Certainly an interesting film, which Sinclair Lewis considered an excellent cinematic representation of what he had tried to do in his novel, even with the major cuts and changes mandated by Howard's screenplay. The author had refused the Pulitzer Prize for his 1925 novel, so if he is happy with the adaptation I am not going to accuse him of merely being polite. The choice of John Ford to direct the film does not end up being significant in any noticeable way and I would think most viewers would be surprised to see his name on this one. Colman's performance is excellent in a part that plays to his strengths, and since his character dominates the movie he gets the main credit for making it work. His scenes with Hayes, who won the Oscar that year for "The Sin of Madelon Claudet," are quite effective as if young Myrna Loy as Joyce Lanyon, who briefly catches Arrowsmith's eye. The story is certainly atypical in that it speaks for the important of scientific research over the healing arts that Hollywood usually associates with great doctors. "Arrowsmith" received Academy Award nominations for Best Picture, Writing (Adapted), Cinematography and Art Direction, and the score is by Alfred Newman.

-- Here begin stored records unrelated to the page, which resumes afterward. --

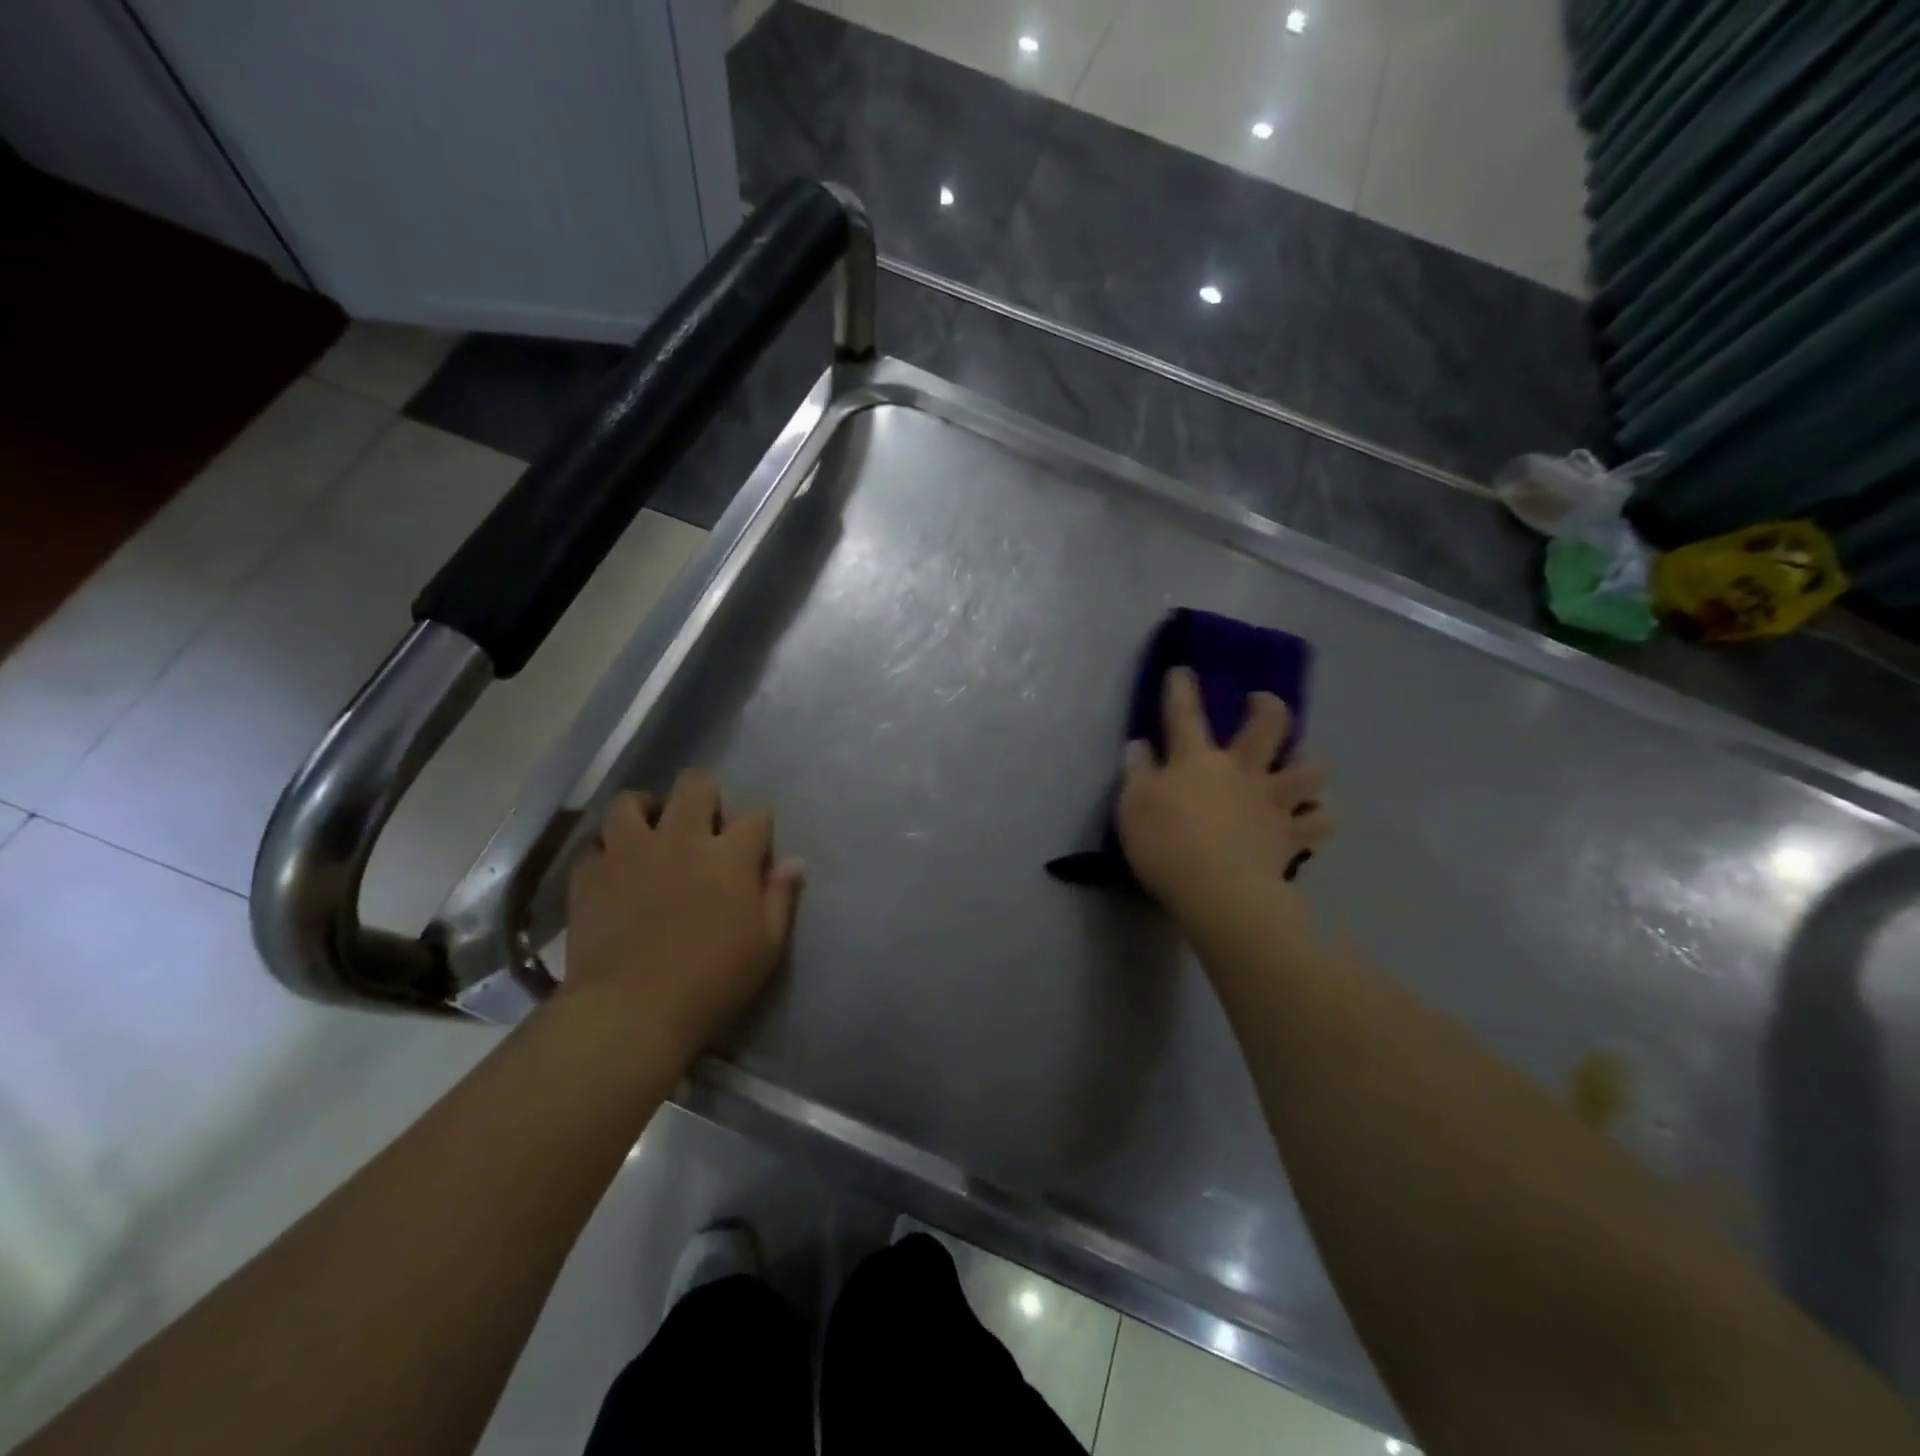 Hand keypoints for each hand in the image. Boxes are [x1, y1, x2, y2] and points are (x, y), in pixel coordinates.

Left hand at [563, 772, 804, 1062]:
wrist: (632, 1010)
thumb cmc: (712, 980)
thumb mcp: (766, 945)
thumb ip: (780, 896)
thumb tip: (794, 862)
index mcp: (729, 854)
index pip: (756, 815)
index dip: (760, 823)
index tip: (758, 842)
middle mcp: (681, 838)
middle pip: (695, 785)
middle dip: (706, 793)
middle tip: (705, 822)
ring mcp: (630, 852)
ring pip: (631, 802)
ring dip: (646, 809)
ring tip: (651, 830)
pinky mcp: (590, 875)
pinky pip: (594, 845)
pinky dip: (605, 852)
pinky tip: (614, 869)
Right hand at [1116, 667, 1332, 925]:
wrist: (1219, 892)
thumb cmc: (1167, 845)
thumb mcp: (1133, 806)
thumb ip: (1137, 772)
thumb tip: (1139, 745)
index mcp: (1197, 760)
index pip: (1185, 714)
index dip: (1181, 689)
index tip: (1182, 670)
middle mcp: (1241, 770)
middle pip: (1268, 726)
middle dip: (1268, 706)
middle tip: (1262, 703)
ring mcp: (1272, 802)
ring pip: (1309, 770)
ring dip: (1308, 763)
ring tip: (1302, 766)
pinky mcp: (1291, 836)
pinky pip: (1319, 821)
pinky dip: (1318, 817)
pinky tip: (1312, 817) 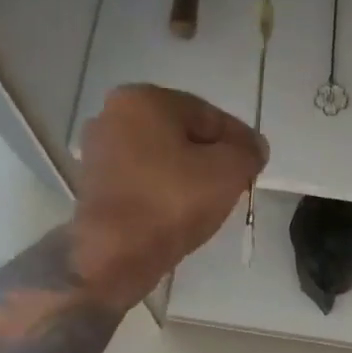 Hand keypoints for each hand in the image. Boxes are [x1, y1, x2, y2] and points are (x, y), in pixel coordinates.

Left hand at [72, 85, 267, 304]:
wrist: (115, 254)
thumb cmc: (172, 201)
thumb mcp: (228, 171)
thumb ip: (247, 152)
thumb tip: (254, 147)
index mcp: (143, 99)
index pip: (207, 114)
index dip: (238, 139)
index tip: (256, 164)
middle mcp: (113, 116)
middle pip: (180, 135)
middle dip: (210, 157)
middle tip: (236, 184)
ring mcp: (99, 154)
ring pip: (160, 160)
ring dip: (187, 176)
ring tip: (211, 203)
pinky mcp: (94, 188)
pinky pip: (142, 183)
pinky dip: (163, 193)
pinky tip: (180, 214) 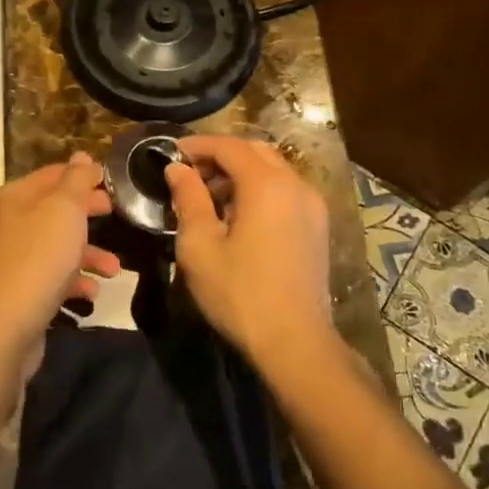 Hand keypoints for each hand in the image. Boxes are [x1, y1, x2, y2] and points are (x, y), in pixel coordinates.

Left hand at [0, 154, 120, 348]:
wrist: (4, 327)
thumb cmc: (38, 259)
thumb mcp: (64, 210)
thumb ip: (76, 181)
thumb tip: (82, 157)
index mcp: (15, 198)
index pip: (53, 175)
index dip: (83, 176)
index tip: (114, 184)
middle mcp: (9, 224)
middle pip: (55, 211)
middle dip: (89, 214)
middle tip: (118, 215)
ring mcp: (11, 259)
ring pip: (57, 247)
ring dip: (89, 254)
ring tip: (114, 269)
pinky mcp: (18, 291)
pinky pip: (52, 277)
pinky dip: (74, 281)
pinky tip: (92, 292)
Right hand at [166, 135, 331, 362]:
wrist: (295, 342)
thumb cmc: (240, 293)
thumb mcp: (200, 245)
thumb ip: (188, 198)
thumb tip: (177, 170)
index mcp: (266, 185)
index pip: (229, 146)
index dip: (197, 145)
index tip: (171, 154)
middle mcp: (296, 185)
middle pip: (255, 151)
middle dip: (220, 156)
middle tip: (189, 174)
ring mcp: (312, 206)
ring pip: (273, 170)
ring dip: (240, 172)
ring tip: (209, 197)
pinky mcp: (317, 227)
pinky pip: (285, 190)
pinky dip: (259, 189)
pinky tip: (237, 217) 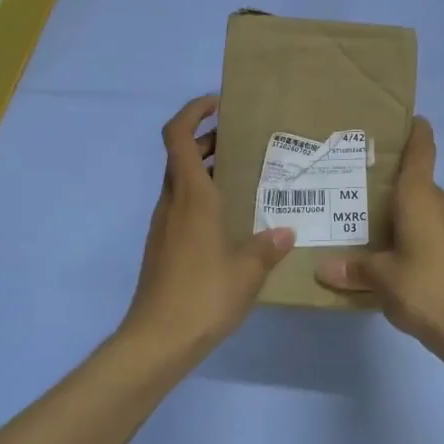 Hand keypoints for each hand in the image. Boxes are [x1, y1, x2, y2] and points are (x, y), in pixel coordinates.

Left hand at [119, 95, 294, 368]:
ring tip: (243, 177)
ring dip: (205, 169)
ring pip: (180, 182)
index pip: (178, 136)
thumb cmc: (203, 295)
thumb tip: (286, 231)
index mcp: (191, 197)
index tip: (218, 104)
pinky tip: (230, 219)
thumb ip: (267, 246)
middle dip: (207, 140)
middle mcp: (172, 203)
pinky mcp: (163, 247)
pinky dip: (202, 198)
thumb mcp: (247, 271)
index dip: (193, 111)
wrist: (157, 339)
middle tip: (242, 141)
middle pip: (180, 156)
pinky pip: (182, 207)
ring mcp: (163, 226)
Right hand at [315, 118, 443, 356]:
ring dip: (408, 213)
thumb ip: (355, 269)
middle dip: (397, 185)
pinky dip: (419, 234)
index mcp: (421, 199)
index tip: (414, 120)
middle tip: (365, 188)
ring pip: (429, 210)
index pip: (421, 155)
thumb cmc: (425, 288)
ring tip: (377, 223)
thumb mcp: (382, 278)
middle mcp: (442, 205)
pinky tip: (400, 254)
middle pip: (420, 184)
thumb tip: (323, 268)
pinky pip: (436, 231)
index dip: (418, 135) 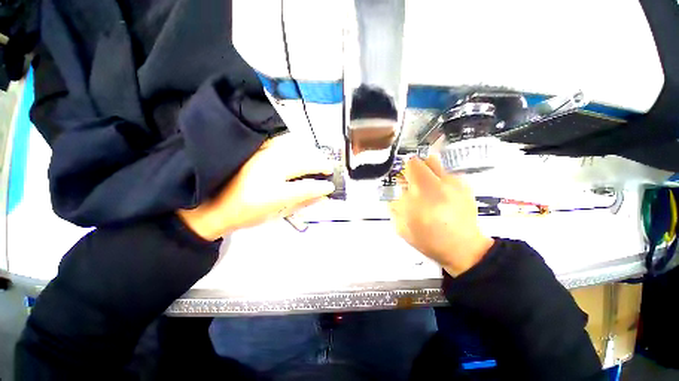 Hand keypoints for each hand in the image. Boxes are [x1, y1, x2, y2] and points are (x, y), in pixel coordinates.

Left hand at [177, 134, 334, 240]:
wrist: (212, 204)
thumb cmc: (246, 214)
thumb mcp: (277, 214)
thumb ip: (302, 203)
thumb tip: (323, 196)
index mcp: (273, 193)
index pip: (307, 186)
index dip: (323, 186)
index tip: (331, 186)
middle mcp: (268, 169)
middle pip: (304, 161)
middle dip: (321, 164)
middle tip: (329, 168)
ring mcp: (261, 155)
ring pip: (295, 147)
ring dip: (311, 152)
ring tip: (318, 158)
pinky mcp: (255, 149)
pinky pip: (281, 141)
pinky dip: (295, 144)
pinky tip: (300, 148)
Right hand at [389, 156, 493, 275]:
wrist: (463, 249)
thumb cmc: (428, 239)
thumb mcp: (402, 227)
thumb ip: (395, 206)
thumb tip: (398, 192)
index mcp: (422, 193)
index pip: (412, 165)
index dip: (405, 171)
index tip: (403, 181)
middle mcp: (440, 183)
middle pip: (426, 160)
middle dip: (417, 169)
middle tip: (414, 182)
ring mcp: (455, 184)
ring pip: (438, 165)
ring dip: (429, 173)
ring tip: (428, 189)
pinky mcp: (465, 187)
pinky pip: (448, 175)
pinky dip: (441, 181)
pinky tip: (442, 197) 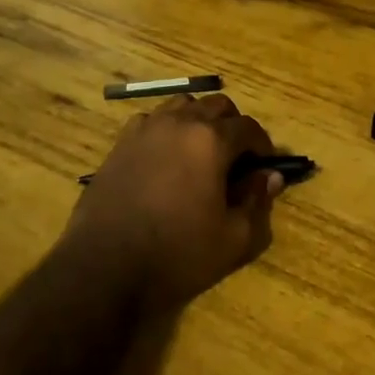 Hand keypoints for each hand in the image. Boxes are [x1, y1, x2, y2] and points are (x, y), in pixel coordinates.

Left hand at [61, 94, 284, 318]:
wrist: (104, 268)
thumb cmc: (177, 255)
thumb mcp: (233, 239)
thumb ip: (258, 202)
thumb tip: (270, 177)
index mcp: (211, 140)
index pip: (248, 127)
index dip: (262, 146)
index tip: (264, 168)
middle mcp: (179, 123)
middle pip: (216, 105)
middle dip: (233, 126)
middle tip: (236, 160)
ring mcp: (145, 130)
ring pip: (182, 105)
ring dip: (198, 121)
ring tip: (200, 154)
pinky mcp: (120, 144)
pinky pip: (151, 121)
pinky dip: (166, 130)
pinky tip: (165, 160) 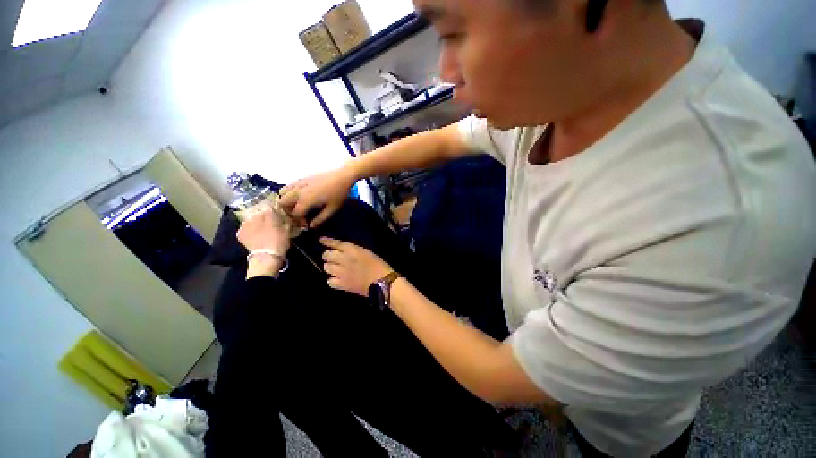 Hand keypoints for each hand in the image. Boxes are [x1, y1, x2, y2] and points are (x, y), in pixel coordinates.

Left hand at [237, 205, 290, 277]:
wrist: (266, 257)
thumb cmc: (280, 242)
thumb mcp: (288, 229)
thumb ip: (286, 220)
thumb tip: (286, 215)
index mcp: (268, 213)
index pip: (270, 205)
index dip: (274, 209)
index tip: (277, 213)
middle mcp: (254, 215)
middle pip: (259, 211)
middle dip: (263, 215)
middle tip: (269, 222)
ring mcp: (245, 224)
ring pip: (251, 219)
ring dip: (255, 221)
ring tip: (261, 229)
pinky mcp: (239, 233)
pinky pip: (245, 227)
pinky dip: (249, 229)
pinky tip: (254, 235)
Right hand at [278, 166, 357, 228]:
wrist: (343, 176)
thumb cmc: (339, 194)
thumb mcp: (332, 209)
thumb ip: (320, 219)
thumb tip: (310, 226)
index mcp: (306, 200)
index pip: (294, 213)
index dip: (299, 221)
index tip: (306, 223)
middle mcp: (298, 191)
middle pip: (283, 202)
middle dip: (288, 211)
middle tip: (299, 215)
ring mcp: (299, 183)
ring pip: (282, 193)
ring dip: (287, 201)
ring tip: (298, 206)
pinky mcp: (302, 178)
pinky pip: (289, 186)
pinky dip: (289, 192)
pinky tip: (300, 196)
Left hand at [320, 237, 393, 296]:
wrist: (382, 282)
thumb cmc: (379, 265)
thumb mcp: (367, 252)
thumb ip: (354, 250)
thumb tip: (343, 251)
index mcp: (352, 250)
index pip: (335, 243)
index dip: (326, 241)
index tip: (321, 239)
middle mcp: (344, 259)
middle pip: (326, 255)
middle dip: (328, 256)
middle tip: (333, 258)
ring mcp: (341, 273)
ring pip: (326, 267)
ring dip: (329, 267)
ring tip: (335, 268)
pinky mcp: (342, 285)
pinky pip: (329, 281)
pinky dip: (332, 279)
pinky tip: (337, 279) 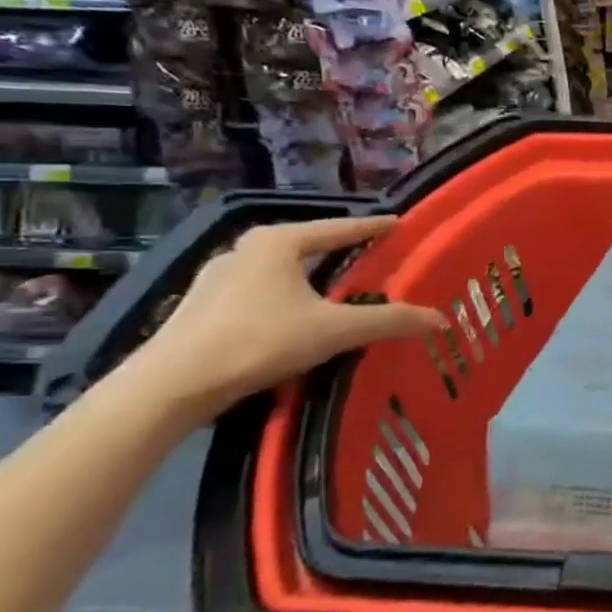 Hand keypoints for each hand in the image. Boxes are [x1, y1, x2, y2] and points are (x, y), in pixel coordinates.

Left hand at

14 of 15 people found the following review helpful
4.0 out of 5 stars Much better than I was led to believe April 1 2005
By Mrs Baldwin - Published on Amazon.com
Don't let the "professional" editor's review for this DVD stop you. This movie was far from "creaky". The picture quality is beautiful, the camera moves very well for being an early talky, and the plot moves as well. There are also some interesting visual/arty shots in the film that impressed me, and the acting was quite good too, although there were a few scenes that had overdramatic elements. But, I don't find this a problem.

Ronald Colman is, as always, charming; the story and role are good for him, and as I said above, the direction was excellent. So many early talkies ARE stagey and static - this one is not.

One scene that I found really cute was the one where he pulls out a little boy's tooth and remarks to the boy that he "hasn't been making the most of his toothbrushing opportunities".

Get this movie. It comes highly recommended from me as a fan of both Ronald Colman and old films.